There are actually two different implementations to patch, because the binary package installation is different, that's just az unzip call essentially. But that is problematic as well, because it does not error, either, only warns. The end result in this case is that the package's directory is wiped out in the library, except the locked dll file.

This is the related issue in remotes, it also includes an investigation of the various cases (binary, sources, etc.): https://github.com/r-lib/remotes/issues/368
Comment 8 Matt Dowle 2019-06-11 20:31:31 UTC
In data.table I added a version check between the .dll and the R code by placing the version number as a compiled constant C string with a wrapper to check it matches the R level package version number, https://github.com/Rdatatable/data.table/pull/3237. This ensures that the working-but-silently-wrong state cannot occur with data.table 1.12.0+ (Jan 2019), even with old versions R if and when it is fixed in R.

When the working-but-silently-wrong state occurs, data.table prints the following message :

  "The datatable.dll version (1.12.0) does not match the package (1.12.2). Please close all R sessions to release the old DLL and reinstall data.table in a fresh R session. The root cause is that R's package installer can in some unconfirmed circumstances leave a package in a state that is apparently functional but where new R code is calling old C code silently: https://bugs.r-project.org/bugzilla/show_bug.cgi?id=17478. Once a package is in this mismatch state it may produce wrong results silently until you next upgrade the package.
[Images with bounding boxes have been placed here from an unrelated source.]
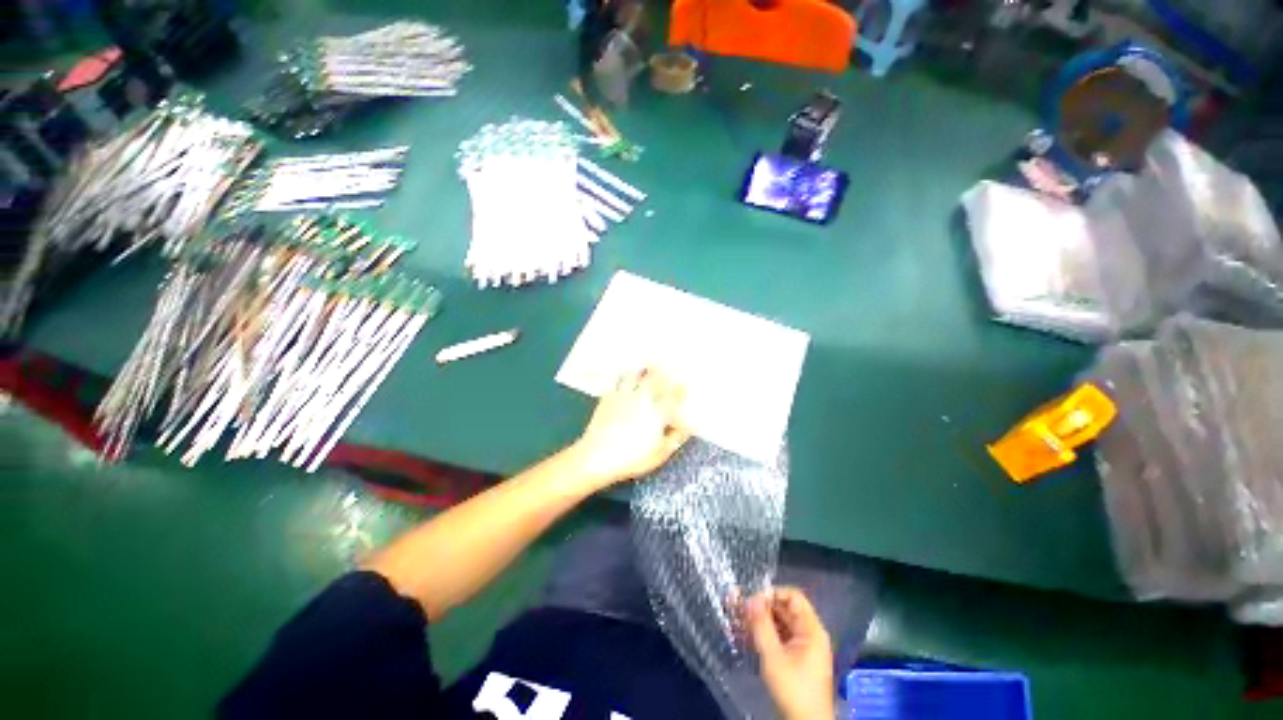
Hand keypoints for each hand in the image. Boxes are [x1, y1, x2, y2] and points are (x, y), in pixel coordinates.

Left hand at [571, 369, 690, 487]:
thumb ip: (675, 438)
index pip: (672, 395)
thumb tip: (687, 427)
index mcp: (656, 413)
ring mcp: (623, 397)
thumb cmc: (631, 458)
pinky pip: (617, 380)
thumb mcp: (659, 454)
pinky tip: (625, 375)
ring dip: (642, 370)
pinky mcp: (607, 398)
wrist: (596, 457)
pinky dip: (623, 375)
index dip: (680, 389)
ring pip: (635, 375)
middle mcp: (641, 400)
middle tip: (666, 368)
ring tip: (647, 366)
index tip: (685, 385)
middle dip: (662, 372)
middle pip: (654, 378)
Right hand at [746, 587, 834, 719]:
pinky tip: (747, 636)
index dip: (772, 594)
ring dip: (760, 621)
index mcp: (811, 629)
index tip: (752, 601)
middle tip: (740, 610)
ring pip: (780, 623)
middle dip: (762, 608)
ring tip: (739, 622)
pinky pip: (780, 637)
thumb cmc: (793, 690)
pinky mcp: (797, 658)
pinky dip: (765, 634)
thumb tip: (750, 598)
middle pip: (785, 609)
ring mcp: (804, 647)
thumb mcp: (773, 656)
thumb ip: (761, 625)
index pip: (792, 597)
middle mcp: (809, 634)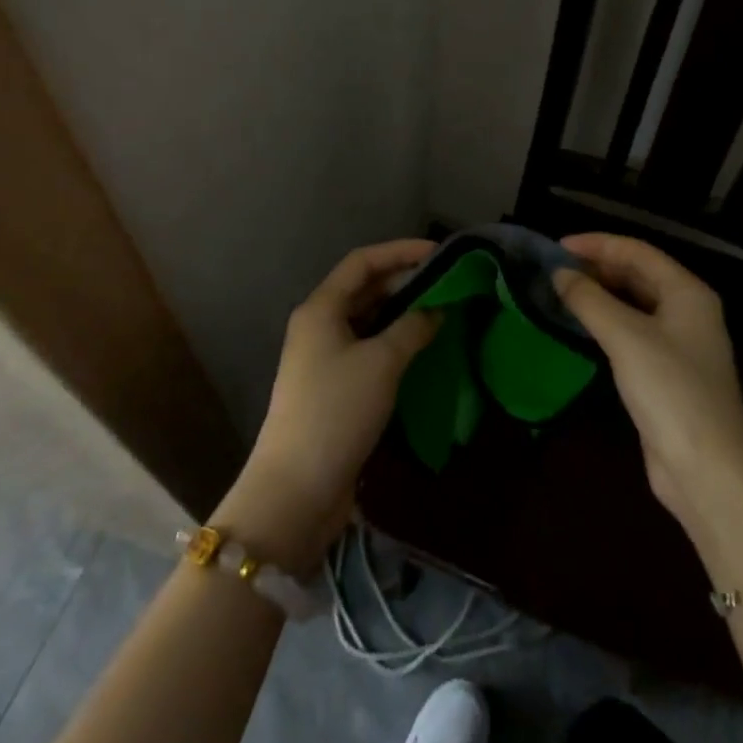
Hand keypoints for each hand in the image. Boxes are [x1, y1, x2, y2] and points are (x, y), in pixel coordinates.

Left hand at [220, 240, 438, 567]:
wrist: (295, 491)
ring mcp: (323, 357)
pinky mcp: (333, 387)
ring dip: (402, 312)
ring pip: (368, 319)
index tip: (439, 252)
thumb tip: (439, 308)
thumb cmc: (336, 411)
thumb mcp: (382, 362)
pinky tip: (422, 347)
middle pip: (364, 288)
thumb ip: (413, 327)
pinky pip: (368, 348)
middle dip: (404, 281)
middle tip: (447, 282)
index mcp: (321, 308)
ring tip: (441, 310)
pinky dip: (394, 341)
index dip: (400, 251)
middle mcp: (319, 325)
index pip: (363, 262)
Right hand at [552, 233, 742, 543]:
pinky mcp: (667, 374)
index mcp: (687, 292)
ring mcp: (679, 344)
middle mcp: (687, 310)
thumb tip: (559, 273)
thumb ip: (589, 300)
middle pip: (637, 274)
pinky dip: (606, 323)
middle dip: (597, 268)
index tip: (556, 247)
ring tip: (560, 292)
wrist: (708, 472)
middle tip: (555, 270)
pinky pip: (632, 333)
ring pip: (633, 304)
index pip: (637, 251)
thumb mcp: (626, 338)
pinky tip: (581, 327)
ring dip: (600, 295)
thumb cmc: (671, 391)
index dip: (596, 244)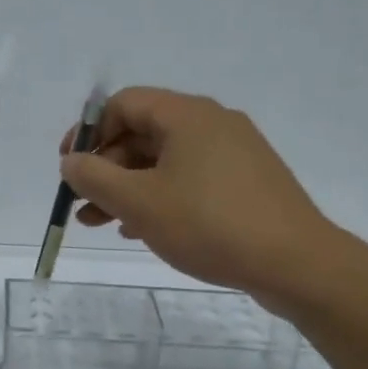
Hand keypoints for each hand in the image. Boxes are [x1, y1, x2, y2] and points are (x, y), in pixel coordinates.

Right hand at [58, 87, 337, 310]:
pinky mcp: (246, 183)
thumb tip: (71, 162)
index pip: (123, 104)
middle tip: (82, 204)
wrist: (296, 264)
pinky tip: (142, 229)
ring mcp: (233, 153)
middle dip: (105, 168)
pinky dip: (159, 197)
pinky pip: (189, 179)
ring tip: (101, 224)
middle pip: (142, 133)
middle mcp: (212, 123)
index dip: (89, 133)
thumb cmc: (210, 224)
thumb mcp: (139, 202)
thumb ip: (95, 177)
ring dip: (127, 188)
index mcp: (187, 115)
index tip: (70, 168)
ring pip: (164, 161)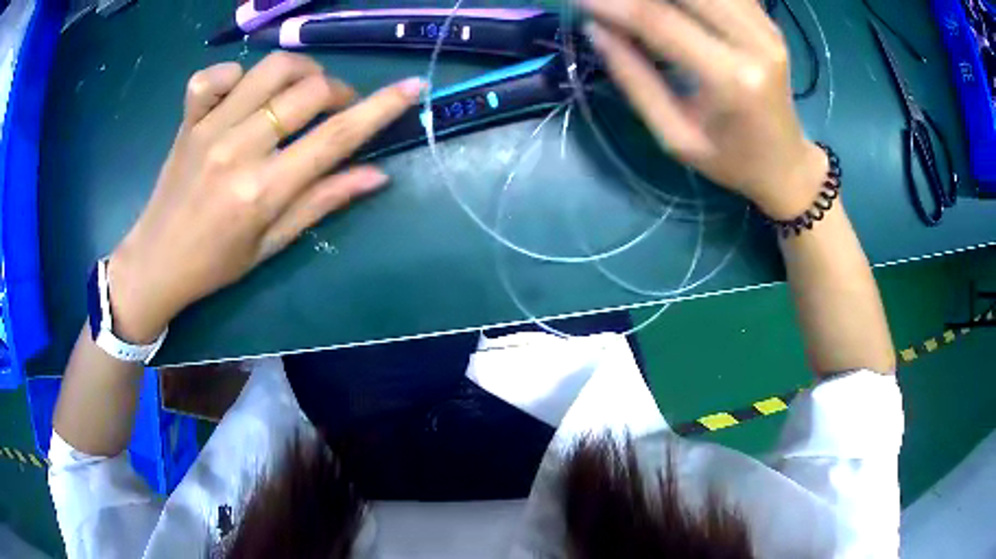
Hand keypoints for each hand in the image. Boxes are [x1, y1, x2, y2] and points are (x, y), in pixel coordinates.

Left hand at [107, 52, 423, 341]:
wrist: (156, 261)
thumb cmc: (216, 263)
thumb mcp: (272, 244)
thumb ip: (322, 202)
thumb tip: (376, 175)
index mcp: (263, 190)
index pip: (336, 136)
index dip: (381, 108)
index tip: (411, 87)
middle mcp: (238, 150)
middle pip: (309, 91)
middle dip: (338, 91)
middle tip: (337, 108)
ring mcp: (209, 129)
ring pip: (271, 68)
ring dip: (300, 72)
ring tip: (300, 91)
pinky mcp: (188, 120)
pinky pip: (215, 75)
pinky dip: (237, 73)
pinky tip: (246, 90)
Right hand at [578, 0, 827, 219]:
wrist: (787, 165)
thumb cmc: (730, 161)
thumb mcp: (675, 136)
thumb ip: (635, 80)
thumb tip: (596, 29)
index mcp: (731, 80)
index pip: (658, 20)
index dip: (612, 4)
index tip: (578, 1)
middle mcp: (754, 43)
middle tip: (610, 3)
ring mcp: (767, 29)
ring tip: (640, 6)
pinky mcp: (770, 23)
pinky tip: (676, 8)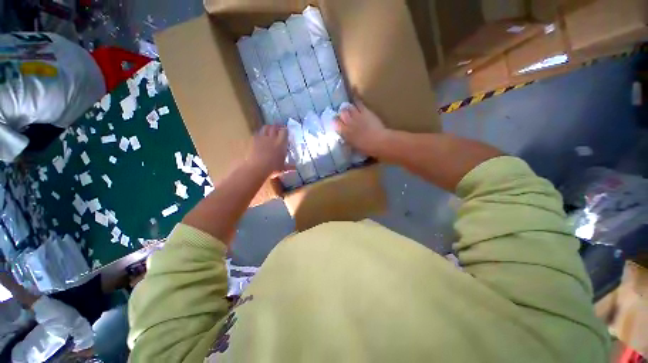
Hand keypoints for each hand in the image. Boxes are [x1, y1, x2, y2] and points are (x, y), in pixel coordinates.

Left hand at [247, 125, 288, 176]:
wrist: (257, 168)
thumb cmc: (272, 169)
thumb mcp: (283, 168)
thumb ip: (289, 166)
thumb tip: (295, 168)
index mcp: (281, 143)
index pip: (284, 132)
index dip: (285, 130)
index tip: (286, 131)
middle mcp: (272, 138)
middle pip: (275, 127)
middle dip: (277, 126)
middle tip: (279, 128)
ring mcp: (262, 138)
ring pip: (265, 127)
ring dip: (269, 127)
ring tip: (270, 129)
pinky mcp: (254, 140)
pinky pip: (257, 132)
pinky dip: (260, 133)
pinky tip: (261, 136)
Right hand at [334, 101, 388, 156]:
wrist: (378, 141)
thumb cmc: (366, 148)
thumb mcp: (353, 146)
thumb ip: (347, 140)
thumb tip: (344, 137)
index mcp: (345, 133)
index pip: (335, 123)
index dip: (335, 121)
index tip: (337, 122)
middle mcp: (348, 123)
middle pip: (341, 113)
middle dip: (342, 113)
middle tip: (344, 115)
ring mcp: (356, 116)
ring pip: (348, 107)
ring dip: (348, 108)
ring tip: (350, 109)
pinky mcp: (365, 111)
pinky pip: (358, 103)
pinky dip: (356, 102)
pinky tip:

Please help by adding precise circumstances to 17478 to move the status to confirmed. This mismatch between R and C code can happen with any package not just data.table. It is just that data.table has added this check."
Comment 9 Tomas Kalibera 2019-06-14 07:53:46 UTC
Addressed in 76692 and 76693. Now R on Windows refuses to install a source package using install.packages() if that package is in use by the R session invoking install.packages(). Previously this check only applied to binary packages. In addition, the installation from a source package will fail with error when any file of the existing installation is locked (delete operation fails). This may unfortunately impact some users who used to update loaded packages even on Windows without running into any problems.
Comment 10 Gabor Csardi 2019-06-14 08:13:45 UTC
Based on your description the binary install case is still not fixed. I.e. if the package is loaded in another R session, then install.packages() will still wipe out the previous installation, and leave only the locked DLL behind.
Comment 11 Tomas Kalibera 2019-06-14 08:33:08 UTC
(In reply to Gabor Csardi from comment #10)
> Based on your description the binary install case is still not fixed. I.e.
> if the package is loaded in another R session, then install.packages() will
> still wipe out the previous installation, and leave only the locked DLL
> behind.

Right, so far this has been addressed only in the source installs.
Comment 12 Tomas Kalibera 2019-06-19 10:45:58 UTC
The problem with installing a binary package when an existing installation has a locked file can be solved via a per-directory lock. In released versions of R, one can pass "lock=TRUE" to install.packages() or change option "install.lock" to TRUE. See ?install.packages() for more. I've changed the default in R-devel to TRUE.
Comment 13 Matt Dowle 2019-06-19 19:52:08 UTC
Many thanks, Tomas! It's fantastic news that this is resolved. I'll update data.table's message in the next release, and I'll update the twitter thread.
Comment 14 Tomas Kalibera 2019-06-20 07:30:41 UTC
Thank you for the report. The patches have been ported to R-patched. It indeed remains important that packages being installed are not in use by any R session (even on a different machine when the library is shared), there are a number of ways this could go wrong.